* INPUT DATA:

Segment Open

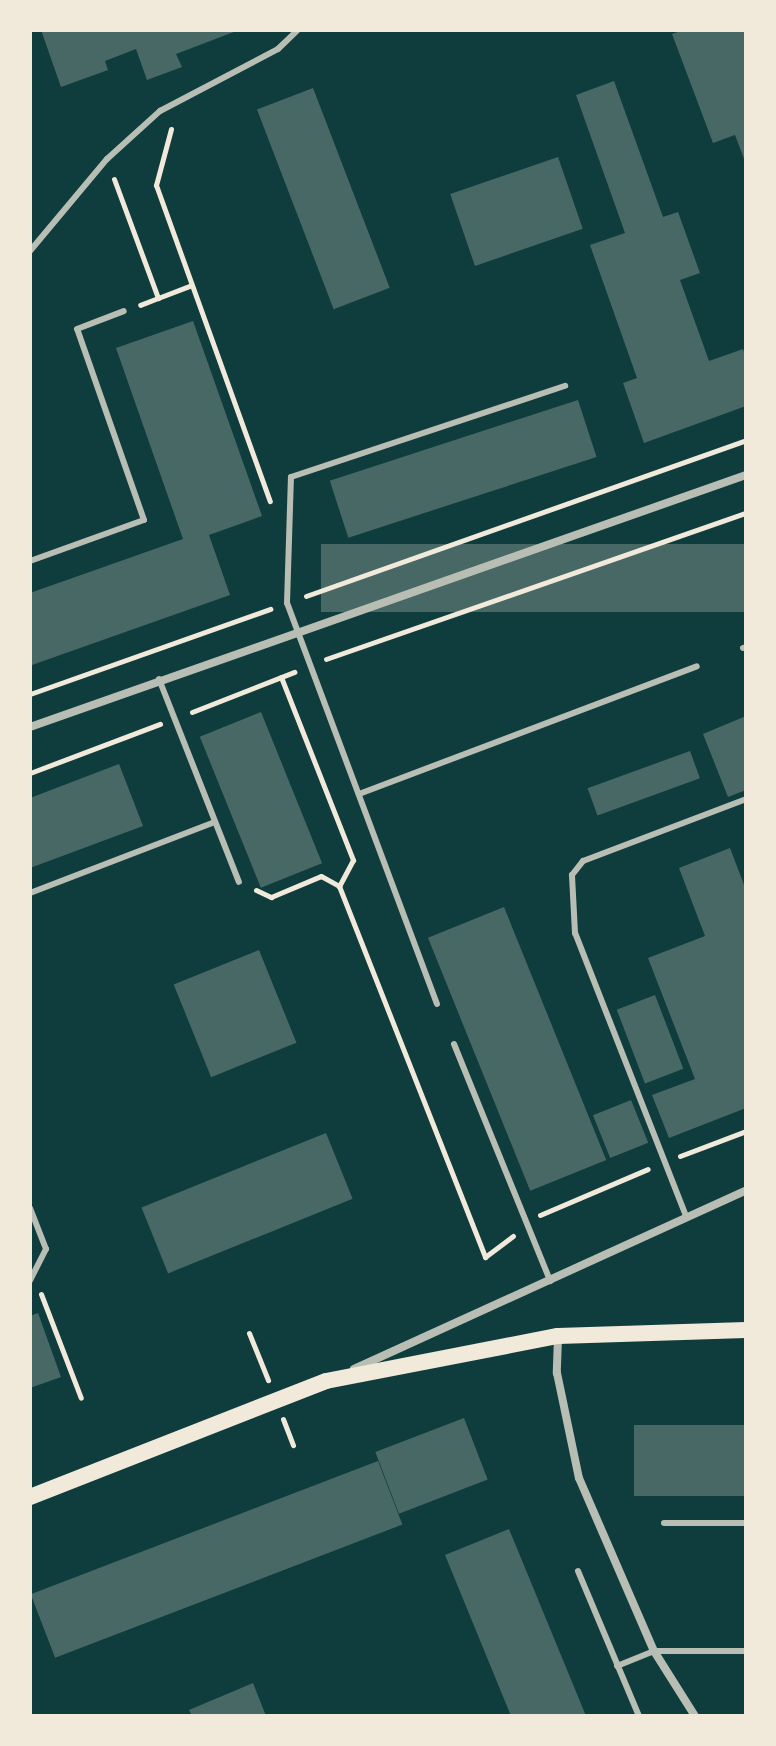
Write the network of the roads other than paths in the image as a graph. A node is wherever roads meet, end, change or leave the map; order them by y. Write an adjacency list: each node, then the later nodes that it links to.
1 (298, 30): 2 (lane)
2 (30, 251)
3 (124, 311): 6 (lane)
4 (565, 386): 7 (lane)
5 (746, 475): 7 (street)
6 (30, 561)
7 (295, 630): 9 (street); 11 (lane)
8 (697, 666): 11 (lane)
9 (159, 679): 10 (street); 13 (lane)
10 (30, 727)
11 (359, 794): 16 (lane)
12 (746, 799): 20 (lane)
13 (215, 822): 14 (lane); 15 (lane)
14 (239, 882)
15 (30, 893)
16 (437, 1004)
17 (454, 1044): 22 (lane)
18 (746, 1190): 20 (street)
19 (30, 1208): 21 (lane)
20 (686, 1216): 22 (street)
21 (32, 1278)
22 (550, 1281): 25 (street)
23 (746, 1330): 24 (main road)
24 (558, 1336): 25 (main road); 30 (street)
25 (326, 1381): 26 (main road)
26 (30, 1497)
27 (664, 1523): 28 (lane)
28 (746, 1523)
29 (578, 1571): 32 (lane)
30 (654, 1651): 31 (lane); 32 (lane); 34 (street)
31 (746, 1651)
32 (617, 1666): 33 (lane)
33 (639, 1716)
34 (695, 1716)

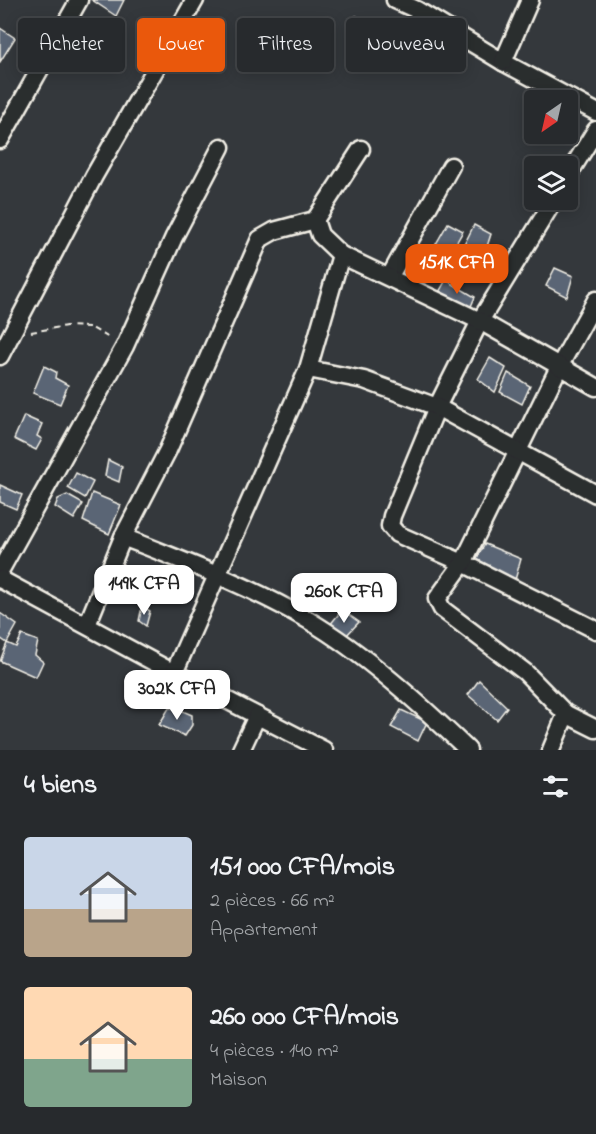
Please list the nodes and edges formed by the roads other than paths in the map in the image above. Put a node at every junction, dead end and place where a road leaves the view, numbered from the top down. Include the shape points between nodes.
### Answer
1 (79, 0) edge
2 (195, 0) edge
3 (395, 0) edge
4 (530, 0) edge
5 (419, 5) edge
6 (503, 62) junction
7 (596, 112) edge
8 (596, 130) edge
9 (0, 140) edge
10 (221, 147) dead end
11 (361, 149) dead end
12 (578, 159) edge
13 (451, 166) dead end
14 (548, 210) edge
15 (315, 220) junction
16 (341, 255) junction
17 (390, 276) junction
18 (596, 300) edge
19 (480, 321) junction
20 (0, 356) edge
21 (560, 365) junction
22 (308, 369) junction
23 (596, 387) edge
24 (437, 407) junction
25 (520, 451) junction
26 (596, 494) edge
27 (123, 537) junction
28 (463, 563) junction
29 (0, 571) edge
30 (216, 574) junction
31 (0, 579) edge
32 (87, 625) junction
33 (596, 630) edge
34 (174, 673) junction
35 (566, 714) junction
36 (257, 716) junction
37 (596, 729) edge
38 (241, 750) edge
39 (324, 750) edge
40 (468, 750) edge
41 (552, 750) edge

1 - 9 street
2 - 20 street via 94,176
3 - 5 street
4 - 6 street
5 - 6 street
6 - 7 street
8 - 12 street
10 - 29 street via 174,237 125,346
11 - 15 street
13 - 17 street
14 - 19 street
15 - 16 street via 320,235
15 - 27 street via 260,239 168,450
16 - 17 street
16 - 22 street
17 - 19 street
18 - 21 street
19 - 21 street
19 - 24 street
21 - 23 street
21 - 25 street
22 - 24 street via 364,380
22 - 30 street
24 - 25 street
24 - 28 street via 390,526 397,534
25 - 26 street
25 - 28 street
27 - 30 street
27 - 32 street
28 - 33 street
28 - 35 street via 438,594 438,604 525,672
30 - 34 street
30 - 40 street via 322,629 428,710
31 - 32 street
32 - 34 street
34 - 36 street
35 - 37 street
35 - 41 street
36 - 38 street
36 - 39 street

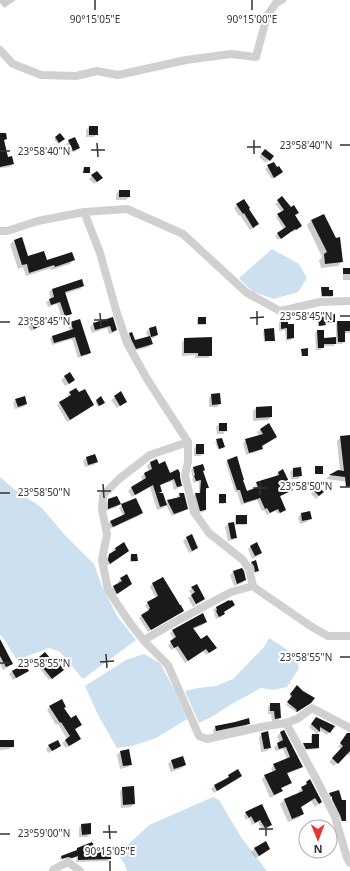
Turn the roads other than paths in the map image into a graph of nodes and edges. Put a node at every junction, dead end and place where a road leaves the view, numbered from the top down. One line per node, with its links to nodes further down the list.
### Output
1 (282, 0): 2 (street)
2 (0, 50)
3 (84, 212): 4 (street); 5 (street); 6 (street)
4 (0, 231)
5 (350, 301)
6 (188, 442): 7 (street); 9 (street)
7 (253, 586): 8 (street); 9 (street)
8 (350, 636)
9 (144, 640): 10 (street)
10 (286, 723): 11 (street); 12 (street)
11 (350, 728)
12 (350, 863)
13 (54, 871): 14 (street)
14 (80, 871)

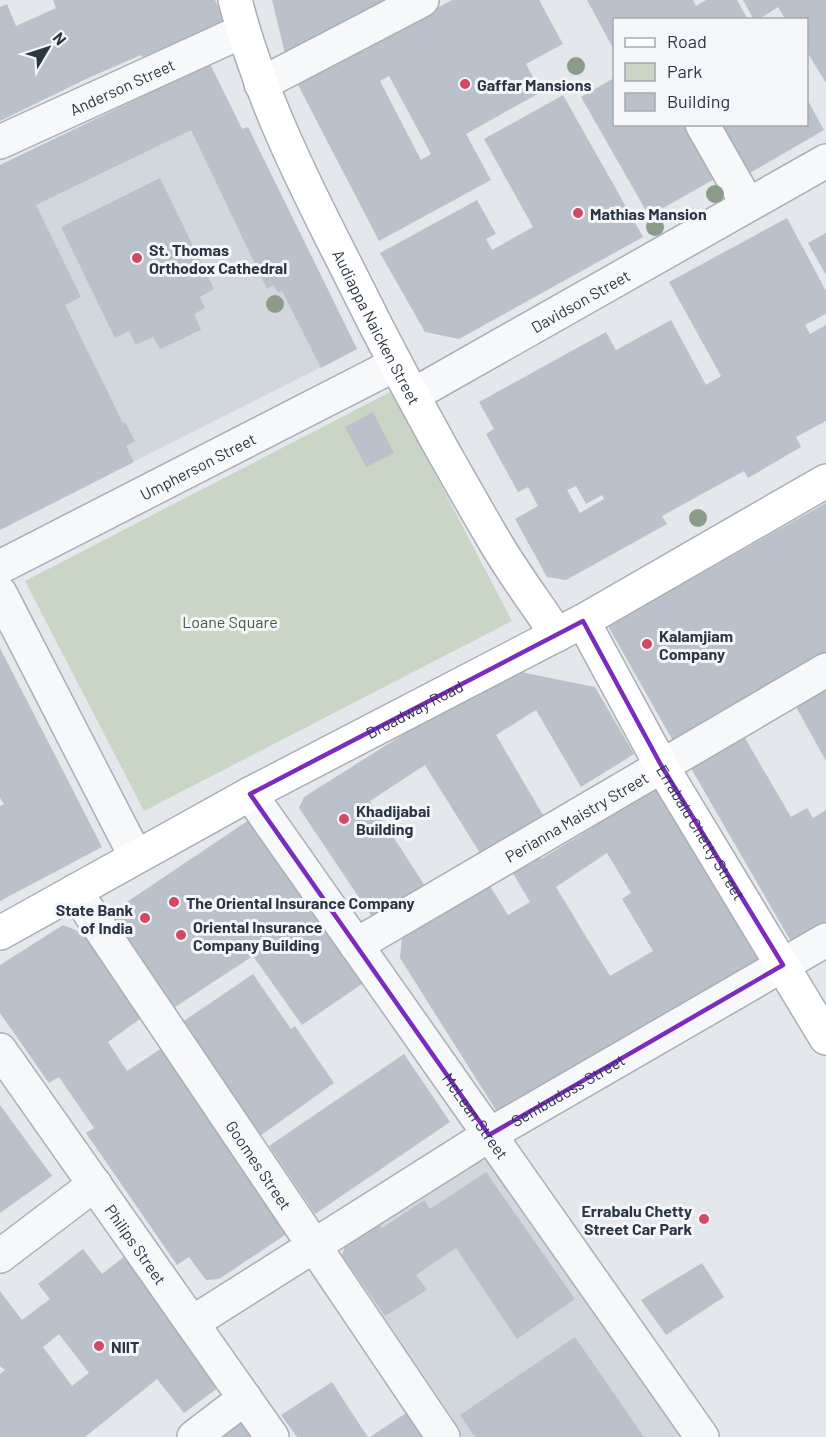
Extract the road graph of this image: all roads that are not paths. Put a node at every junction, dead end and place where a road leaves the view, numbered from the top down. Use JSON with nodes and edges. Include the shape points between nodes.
{"nodes":[{"id":1,"x":235,"y":0,"type":"edge"},
{"id":2,"x":422,"y":0,"type":"edge"},
{"id":3,"x":243,"y":31,"type":"junction"},
{"id":4,"x":261,"y":84,"type":"junction"},
{"id":5,"x":703,"y":126,"type":"edge"},
{"id":6,"x":0,"y":142,"type":"edge"},
{"id":7,"x":826,"y":161,"type":"edge"},
{"id":8,"x":748,"y":205,"type":"junction"},
{"id":9,"x":396,"y":364,"type":"junction"},
{"id":10,"x":413,"y":395,"type":"junction"},
{"id":11,"x":826,"y":481,"type":"edge"},
{"id":12,"x":0,"y":567,"type":"edge"},
{"id":13,"x":0,"y":593,"type":"edge"},
{"id":14,"x":570,"y":628,"type":"junction"},
{"id":15,"x":826,"y":670,"type":"edge"},
{"id":16,"x":661,"y":765,"type":"junction"},
{"id":17,"x":250,"y":794,"type":"junction"},
{"id":18,"x":136,"y":857,"type":"junction"},
{"id":19,"x":75,"y":891,"type":"junction"},
{"id":20,"x":0,"y":933,"type":"edge"},
{"id":21,"x":826,"y":940,"type":"edge"},
{"id":22,"x":356,"y":945,"type":"junction"},
{"id":23,"x":783,"y":965,"type":"junction"},
{"id":24,"x":826,"y":1038,"type":"edge"},
{"id":25,"x":0,"y":1050,"type":"edge"},
{"id":26,"x":489,"y":1135,"type":"junction"},
{"id":27,"x":95,"y":1184,"type":"junction"},
{"id":28,"x":314,"y":1246,"type":"junction"},
{"id":29,"x":0,"y":1256,"type":"edge"},
{"id":30,"x":192,"y":1323,"type":"junction"},
{"id":31,"x":245,"y":1398,"type":"junction"},
{"id":32,"x":194,"y":1437,"type":"edge"},
{"id":33,"x":272,"y":1437,"type":"edge"},
{"id":34,"x":443,"y":1437,"type":"edge"},
{"id":35,"x":702,"y":1437,"type":"edge"}],
"edges":[{"from":1,"to":3,"type":"street","name":"Audiappa Naicken Street"},
{"from":2,"to":4,"type":"street"},
{"from":3,"to":4,"type":"street","name":"Audiappa Naicken Street"},
{"from":3,"to":6,"type":"street","name":"Anderson Street"},
{"from":4,"to":9,"type":"street","name":"Audiappa Naicken Street","via":[[291,155]]},
{"from":5,"to":8,"type":"street"},
{"from":7,"to":8,"type":"street","name":"Davidson Street"},
{"from":8,"to":10,"type":"street","name":"Davidson Street"},
{"from":9,"to":10,"type":"street","name":"Audiappa Naicken Street"},
{"from":9,"to":12,"type":"street","name":"Umpherson Street"},
{"from":10,"to":14,"type":"street","name":"Audiappa Naicken Street","via":[[494,541]]},
{"from":11,"to":14,"type":"street","name":"Broadway Road"},
{"from":13,"to":18,"type":"street"},
{"from":14,"to":16,"type":"street","name":"Errabalu Chetty Street"},
{"from":14,"to":17,"type":"street","name":"Broadway Road"},
{"from":15,"to":16,"type":"street","name":"Perianna Maistry Street"},
{"from":16,"to":22,"type":"street","name":"Perianna Maistry Street"},
{"from":16,"to":23,"type":"street","name":"Errabalu Chetty Street"},
{"from":17,"to":18,"type":"street","name":"Broadway Road"},
{"from":17,"to":22,"type":"street","name":"McLean Street"},
{"from":18,"to":19,"type":"street","name":"Broadway Road"},
{"from":19,"to":20,"type":"street","name":"Broadway Road"},
{"from":19,"to":28,"type":"street","name":"Goomes Street"},
{"from":21,"to":23,"type":"street","name":"Sembudoss Street"},
{"from":22,"to":26,"type":"street","name":"McLean Street"},
{"from":23,"to":24,"type":"street","name":"Errabalu Chetty Street"},
{"from":23,"to":26,"type":"street","name":"Sembudoss Street"},
{"from":25,"to":27,"type":"street","name":"Philips Street"},
{"from":26,"to":28,"type":"street","name":"Sembudoss Street"},
{"from":26,"to":35,"type":"street","name":"McLean Street"},
{"from":27,"to":29,"type":"street"},
{"from":27,"to":30,"type":"street","name":"Philips Street"},
{"from":28,"to":30,"type":"street","name":"Sembudoss Street"},
{"from":28,"to":34,"type":"street","name":"Goomes Street"},
{"from":30,"to":31,"type":"street","name":"Philips Street"},
{"from":31,"to":32,"type":"street"},
{"from":31,"to":33,"type":"street","name":"Philips Street"}]}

Segment Closed

If the string "Broadway" appears in a line of the entries, report the line.

* WRITTEN REPLY:
{"from":11,"to":14,"type":"street","name":"Broadway Road"},
{"from":14,"to":17,"type":"street","name":"Broadway Road"},
{"from":17,"to":18,"type":"street","name":"Broadway Road"},
{"from":18,"to":19,"type":"street","name":"Broadway Road"},
{"from":19,"to":20,"type":"street","name":"Broadway Road"},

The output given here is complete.